Instructions to follow =
Review the material and extract every line in which the word "JSON" occurs.

The input =
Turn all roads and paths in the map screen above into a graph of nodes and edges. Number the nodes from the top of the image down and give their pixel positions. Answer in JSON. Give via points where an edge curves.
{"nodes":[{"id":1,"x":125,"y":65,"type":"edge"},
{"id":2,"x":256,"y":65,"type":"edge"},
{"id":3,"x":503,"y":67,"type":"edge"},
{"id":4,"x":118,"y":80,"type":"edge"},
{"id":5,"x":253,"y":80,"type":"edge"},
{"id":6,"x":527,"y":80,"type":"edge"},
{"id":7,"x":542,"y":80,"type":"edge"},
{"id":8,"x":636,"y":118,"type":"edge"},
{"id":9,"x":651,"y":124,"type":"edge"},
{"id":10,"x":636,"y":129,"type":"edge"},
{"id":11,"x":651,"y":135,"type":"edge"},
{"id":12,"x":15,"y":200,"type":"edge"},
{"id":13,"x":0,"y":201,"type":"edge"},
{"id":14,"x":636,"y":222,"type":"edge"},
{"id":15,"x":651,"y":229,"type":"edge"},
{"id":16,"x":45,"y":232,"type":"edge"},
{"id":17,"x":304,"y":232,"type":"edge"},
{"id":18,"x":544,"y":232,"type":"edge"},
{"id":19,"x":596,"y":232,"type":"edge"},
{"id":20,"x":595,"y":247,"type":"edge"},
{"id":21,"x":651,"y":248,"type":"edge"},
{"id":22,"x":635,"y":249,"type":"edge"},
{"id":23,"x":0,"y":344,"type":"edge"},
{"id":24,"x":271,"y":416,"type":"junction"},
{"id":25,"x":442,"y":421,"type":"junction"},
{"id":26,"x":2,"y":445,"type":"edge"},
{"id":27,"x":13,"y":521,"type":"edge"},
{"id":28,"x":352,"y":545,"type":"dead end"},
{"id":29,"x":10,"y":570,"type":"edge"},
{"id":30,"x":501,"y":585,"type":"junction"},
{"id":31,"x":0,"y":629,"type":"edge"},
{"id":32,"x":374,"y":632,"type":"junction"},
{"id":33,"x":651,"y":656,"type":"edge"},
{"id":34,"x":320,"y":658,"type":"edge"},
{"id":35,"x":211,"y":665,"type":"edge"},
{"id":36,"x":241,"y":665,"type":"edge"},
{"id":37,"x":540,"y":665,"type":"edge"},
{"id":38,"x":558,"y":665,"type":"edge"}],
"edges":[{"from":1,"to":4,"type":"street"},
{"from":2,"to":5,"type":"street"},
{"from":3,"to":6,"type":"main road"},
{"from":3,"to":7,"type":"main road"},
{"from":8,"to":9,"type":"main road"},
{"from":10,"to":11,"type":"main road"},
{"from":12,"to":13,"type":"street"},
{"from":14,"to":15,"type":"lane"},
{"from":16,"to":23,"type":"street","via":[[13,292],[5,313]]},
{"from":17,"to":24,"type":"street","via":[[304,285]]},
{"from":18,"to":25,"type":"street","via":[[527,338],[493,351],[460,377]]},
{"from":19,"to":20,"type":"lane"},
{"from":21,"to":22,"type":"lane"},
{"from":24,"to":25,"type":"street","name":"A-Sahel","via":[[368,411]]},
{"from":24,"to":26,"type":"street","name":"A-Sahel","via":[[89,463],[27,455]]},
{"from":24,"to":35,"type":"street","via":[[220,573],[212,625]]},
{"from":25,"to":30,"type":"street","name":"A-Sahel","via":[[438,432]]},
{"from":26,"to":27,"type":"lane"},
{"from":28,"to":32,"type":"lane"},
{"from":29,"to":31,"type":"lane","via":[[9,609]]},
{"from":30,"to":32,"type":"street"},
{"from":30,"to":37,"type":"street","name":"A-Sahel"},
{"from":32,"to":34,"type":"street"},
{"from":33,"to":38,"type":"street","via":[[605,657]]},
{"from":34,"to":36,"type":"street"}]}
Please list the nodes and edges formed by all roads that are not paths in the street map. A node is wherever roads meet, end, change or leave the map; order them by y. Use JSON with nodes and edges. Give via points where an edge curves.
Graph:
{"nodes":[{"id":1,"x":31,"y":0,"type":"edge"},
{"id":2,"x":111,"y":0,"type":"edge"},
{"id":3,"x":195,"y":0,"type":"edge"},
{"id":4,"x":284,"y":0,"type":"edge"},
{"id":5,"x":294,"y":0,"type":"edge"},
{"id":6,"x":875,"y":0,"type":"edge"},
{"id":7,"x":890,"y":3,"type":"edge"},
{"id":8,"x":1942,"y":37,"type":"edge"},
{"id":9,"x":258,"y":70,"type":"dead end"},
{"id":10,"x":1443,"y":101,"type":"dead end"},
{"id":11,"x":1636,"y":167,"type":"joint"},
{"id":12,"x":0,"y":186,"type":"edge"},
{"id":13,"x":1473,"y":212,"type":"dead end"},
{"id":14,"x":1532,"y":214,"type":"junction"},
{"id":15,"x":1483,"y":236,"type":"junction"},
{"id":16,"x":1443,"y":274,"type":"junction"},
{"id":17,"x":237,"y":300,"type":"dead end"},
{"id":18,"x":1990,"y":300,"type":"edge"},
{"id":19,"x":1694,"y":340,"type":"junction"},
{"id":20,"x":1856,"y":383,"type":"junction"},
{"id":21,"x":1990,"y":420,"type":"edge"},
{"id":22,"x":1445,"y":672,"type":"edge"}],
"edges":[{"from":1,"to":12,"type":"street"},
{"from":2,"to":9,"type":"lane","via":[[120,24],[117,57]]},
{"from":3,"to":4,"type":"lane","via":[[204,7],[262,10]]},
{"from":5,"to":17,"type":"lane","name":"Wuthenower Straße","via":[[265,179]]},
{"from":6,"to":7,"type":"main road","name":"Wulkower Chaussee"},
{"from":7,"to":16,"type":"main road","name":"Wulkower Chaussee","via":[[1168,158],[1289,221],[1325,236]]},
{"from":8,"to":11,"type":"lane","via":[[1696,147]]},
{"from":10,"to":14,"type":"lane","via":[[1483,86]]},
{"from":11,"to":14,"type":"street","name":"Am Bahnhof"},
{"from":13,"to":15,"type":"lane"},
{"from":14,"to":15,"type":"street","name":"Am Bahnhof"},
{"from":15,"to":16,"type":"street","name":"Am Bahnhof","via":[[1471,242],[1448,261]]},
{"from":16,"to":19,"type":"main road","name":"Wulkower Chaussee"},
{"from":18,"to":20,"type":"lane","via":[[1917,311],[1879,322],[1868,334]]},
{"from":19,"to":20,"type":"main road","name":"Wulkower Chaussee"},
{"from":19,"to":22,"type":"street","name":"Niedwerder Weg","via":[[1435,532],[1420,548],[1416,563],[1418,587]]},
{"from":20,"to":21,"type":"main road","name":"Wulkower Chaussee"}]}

Response for this exercise =
Turn all roads and paths in the map screen above into a graph of nodes and edges. Number the nodes from the top of the image down and give their pixel positions. Answer in JSON. Give via points where an edge curves.
Please list the nodes and edges formed by all roads that are not paths in the street map. A node is wherever roads meet, end, change or leave the map; order them by y. Use JSON with nodes and edges. Give via points where an edge curves.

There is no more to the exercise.